This is doing the rounds on social media


What he describes sounds like stepping over the support knee. Most good sprinters already do this.

It is always a slippery slope drawing conclusions via a review of an incomplete snapshot of someone’s work.

As for what is indicated clearly, his criticism of sprinters/coaches who are unaware of the physics of bipedal terrestrial locomotion, angular momentum included, presupposes 1. that he is on to something that most others are not, and 2. that the field is generally incompetent.

A couple of the holes present in this glimpse of his position are the fact that his model seems to be based off a runner on a treadmill and moving at about 63% of tempo speed for a reasonably fit team sport athlete and only 32% of the max velocity of the sub 9.8sec 100m crew. So it’s worth a chuckle that his test subject felt as if he was “flying” when moving at a jogging pace of 14km/h

Again, I won’t make the error of drawing a conclusion on his work based off that simple article, however, I will state with certainty that if any high level sprinter attempts to “learn the trick” of shifting their center of mass far forward they’ll concurrently be learning the trick of negative vertical hip displacement which is death for a sprinter due to the increased braking forces incurred during GCT, GCT occurring farther in front of bottom dead center, and a lengthened ground contact patch.

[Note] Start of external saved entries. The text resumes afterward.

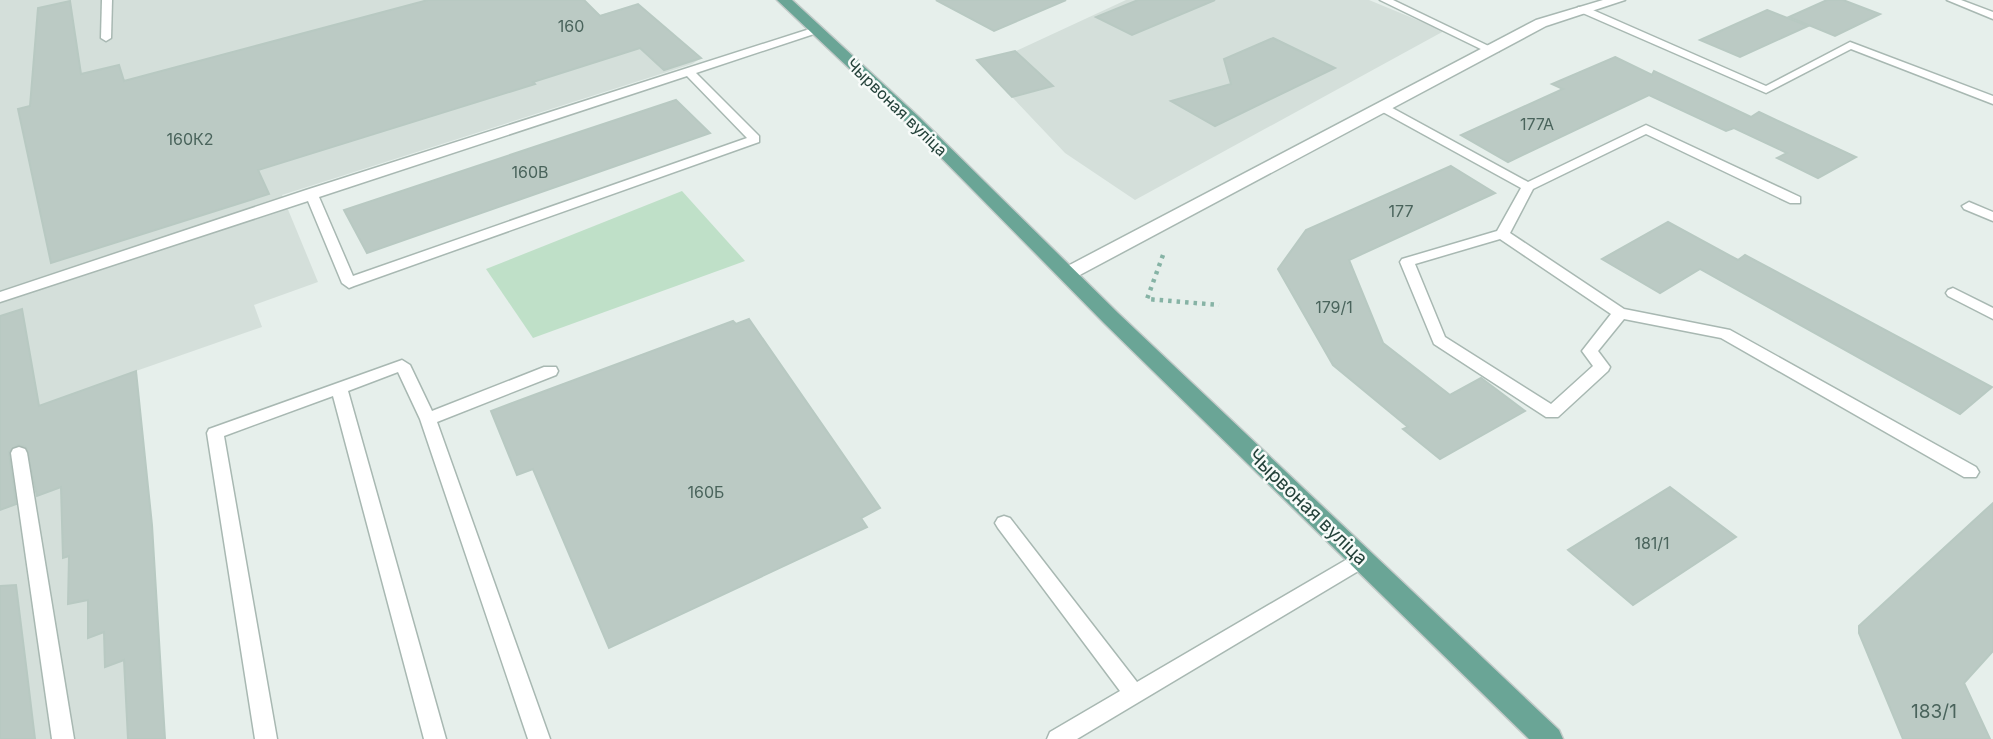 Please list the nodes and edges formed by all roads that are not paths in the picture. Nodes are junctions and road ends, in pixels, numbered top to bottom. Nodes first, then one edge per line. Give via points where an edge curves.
1 (107, 0) edge
2 (784, 0) edge
3 (1385, 0) edge
4 (1618, 0) edge
5 (1952, 0) edge
6 (1582, 9) junction
7 (1993, 16) edge
8 (816, 30) junction
9 (106, 38) dead end
10 (1493, 51) junction
11 (690, 72) junction
12 (1993, 100) edge
13 (1385, 107) junction
14 (1528, 187) junction
15 (311, 193) junction
16 (1795, 200) dead end
17 (1969, 206) dead end
18 (1993, 217) edge
19 (1502, 234) junction
20 (1069, 273) junction
21 (1953, 293) dead end
22 (0, 297) edge
23 (1620, 313) junction
24 (1993, 314) edge
25 (550, 371) dead end
26 (339, 389) junction
27 (428, 419) junction
28 (19, 453) dead end
29 (1970, 471) dead end
30 (1004, 523) dead end
31 (1363, 559) junction
32 (1135, 695) junction
33 (62, 739) edge
34 (266, 739) edge
35 (435, 739) edge
36 (539, 739) edge
37 (1058, 739) edge
38 (1549, 739) edge

1 - 9 lane
2 - 8 main road, Чырвоная вуліца
3 - 10 lane
4 - 6 street
5 - 7 lane
6 - 10 street via 1541,23
6 - 12 lane via 1766,90 1850,45
8 - 11 lane
8 - 20 main road, Чырвоная вуліца
10 - 13 street
11 - 15 lane
11 - 15 lane via 755,139 349,284
13 - 14 lane
13 - 20 street
14 - 16 lane via 1646,129
14 - 19 lane
15 - 22 lane
17 - 18 lane
19 - 23 lane
19 - 23 lane via 1407,262 1439,340 1552,413 1602,367 1590,352
20 - 31 main road, Чырвоная вуліца
21 - 24 lane
23 - 29 lane via 1725,334
25 - 27 lane
26 - 27 lane via 402,365
26 - 34 lane via 215,433
26 - 35 lane
27 - 36 lane
28 - 33 lane
30 - 32 lane
31 - 32 lane
31 - 38 main road, Чырвоная вуліца
32 - 37 lane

Lastly, its curious that he cites MJ as the model example of his theory because MJ’s biomechanics were opposite of the author’s suggestion to shift the center of mass forward.

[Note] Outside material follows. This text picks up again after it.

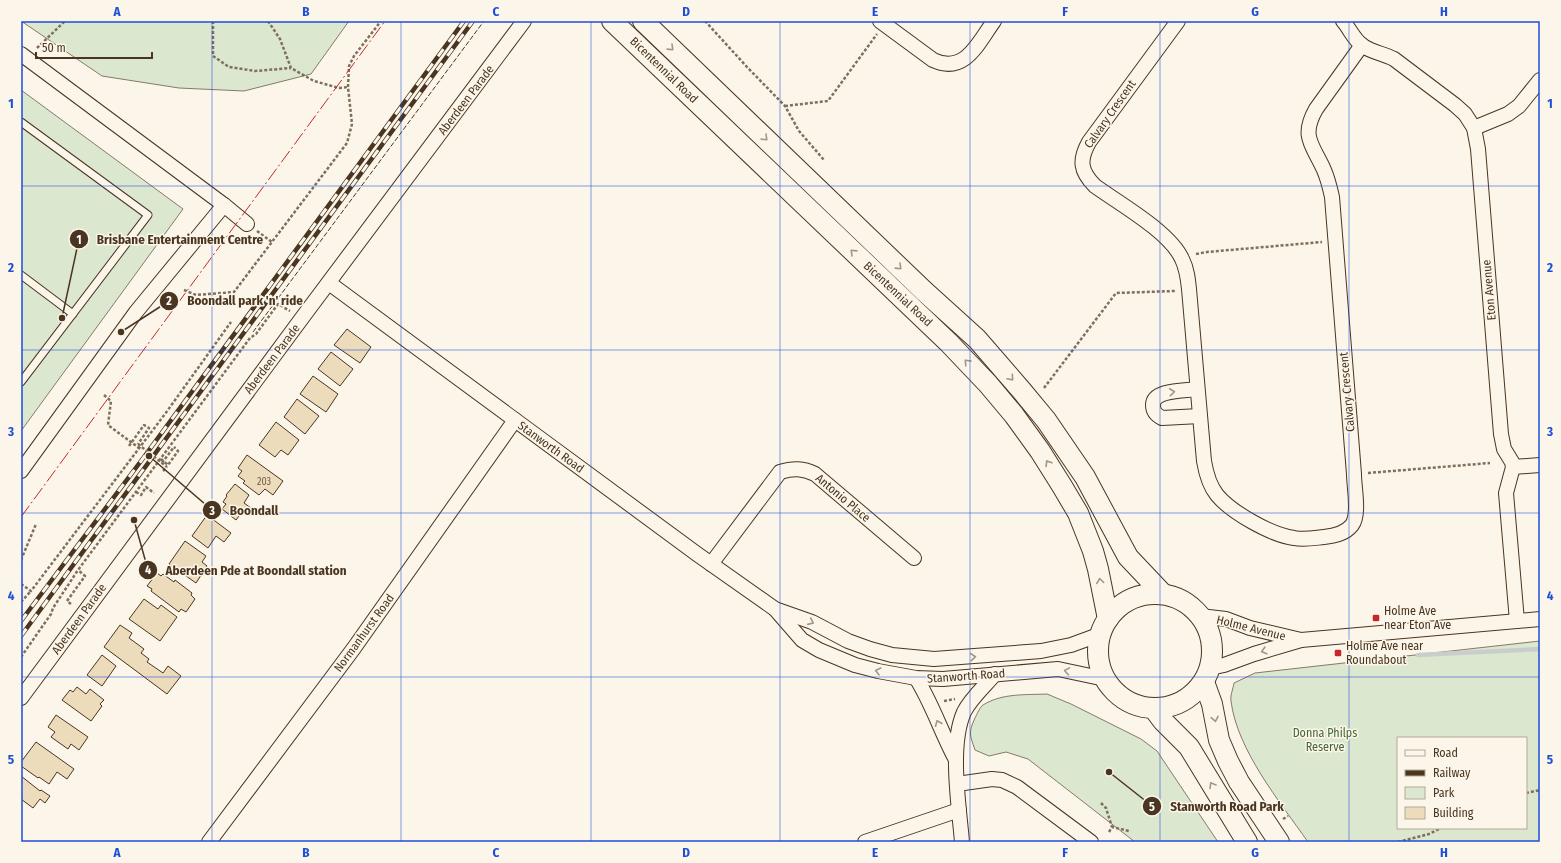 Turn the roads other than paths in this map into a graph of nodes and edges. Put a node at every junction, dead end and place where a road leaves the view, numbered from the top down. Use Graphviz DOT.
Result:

They need to do more treadmill sprinting.

sounds kind of like he’s talking about limiting backside mechanics. to be honest, I’m having a bit of trouble visualising how this is any different from regular sprinting in any way that doesn’t involve crumpling onto the ground.

I’m kind of amazed that something so sketchy could get published in New Scientist… :stuck_out_tongue:

hmmmm…highly debatable topic with many many different opinions

treadmills… unbelievable,

Thanks again science…for nothing!

Michael Johnson ran with a monstrous pelvic tilt which I don’t think is at all desirable. He definitely was able to get his leg to recover quicker than most, but what the author is describing is simply front side mechanics. Thank you but we already know about this. I’d much rather have my athlete in a more neutral pelvic position so he / she could use more of their skeleton / tendons to overcome gravity rather than their spinal erectors.

I’d be hesitant to model Michael Johnson’s technique for anyone except Michael Johnson, and even then he did have some pretty regular injury trouble when he ran very fast, so ultimately I don’t think it was a technique to look at as anything other than a one-off that worked really well for him.